Tak bardzo jestem dziki z pożądania i z braku bliskości.

Przyciskam ją do ściany.

I całuję, jakbym nie robił tego od wieków, chociaż właśnie tak jest. Nie robiłem tego zbyt długo. Znowu musimy się do siebie dopasować, w pierwszej chwili jest niezręcznie, brakuje nam wyczucia, ale szybko odnajdujemy wspólny rytm. Shannon staje na palcach, żeby być bliżej mnie. Jęczę w jej usta, nie mogąc się powstrzymać.

– Kto to jest Nikki?

Przerywamy, gdy Matthew wchodzi do pokoju, trzymając wysoko mój telefon.

– Co?

– Jakaś Nikki do ciebie pisze...

Ma spojrzenie pełne podejrzeń. Czuję na sobie wzrok Shannon, która chce się odsunąć, ale przyciskam ją całym sobą do ściany.

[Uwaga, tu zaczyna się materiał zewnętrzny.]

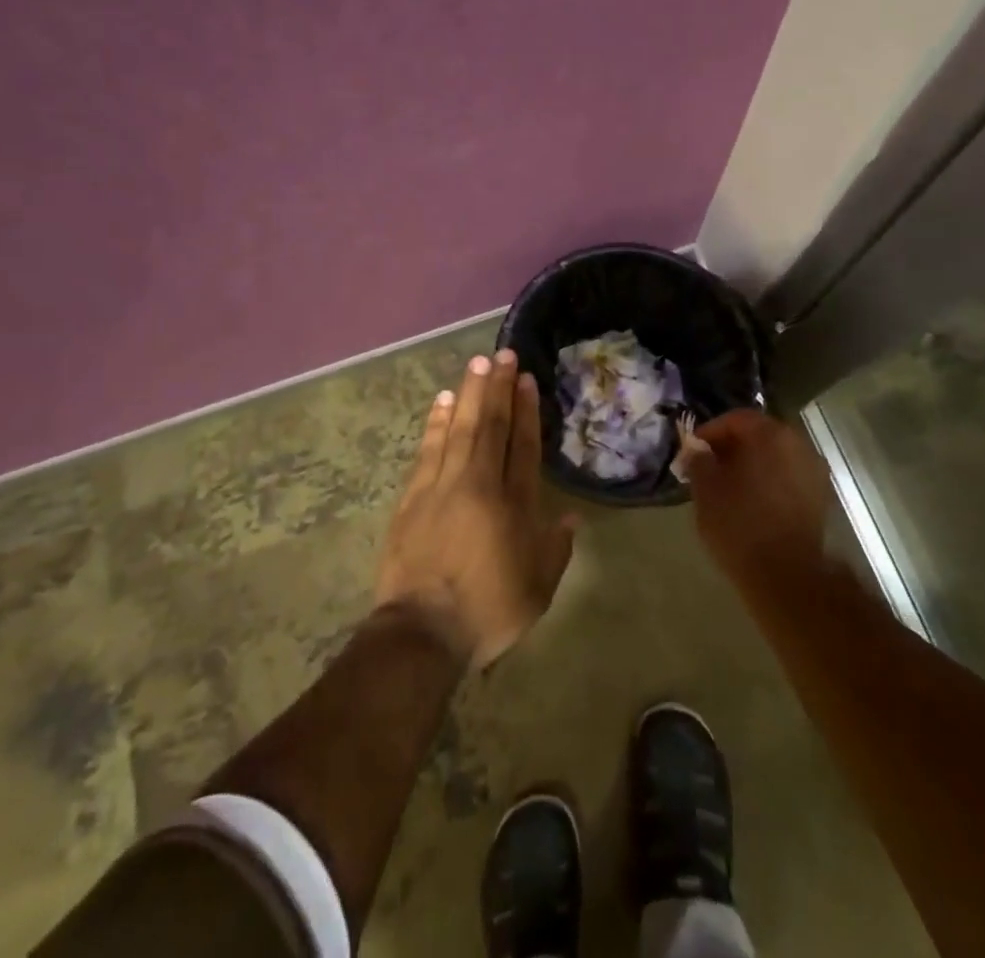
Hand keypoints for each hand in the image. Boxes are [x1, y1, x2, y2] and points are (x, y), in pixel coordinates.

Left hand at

– To żona Michaela – wygląda, jakby mi nie wierzył – Chcesz zadzwonić, żeby mnie sprawdzić? Nie mam nic do ukrycia – całuję jego mamę w czoło – Chodź, nakryjemy do stołu.

– Pójdę się przejść – mówi.

– Matthew, twój telefon nie działa, dopóki tego nie zmienimy, musisz zostać tutaj.

Przewraca oczami, po czym siada na kanapie, ale szybko z niej wstaje i biegnie na górę.

– To ten wiek – mówi Shannon, pocieszająco pocierając moje ramiona – Spędzicie więcej czasu razem i będzie dobrze.

Opieram czoło o jej.

– A jak ty dajesz sobie radę?

– Byłam zmęczona, ale teraz mi już lepiej – znowu otacza mnie ramionami – Teraz ty się męcz z tymi potworami, a ja będę szaleć w LA.

Mamy jeszcze chwile dla siebie, dopóki trzy urwisy nie zbiegają ze schodów.

– Jesteśmy gotowi!

Więc to ich zachęcam do przygotowania stołu, a oni są aż nazbyt chętni. Uwielbiam entuzjazm moich młodszych dzieciaków.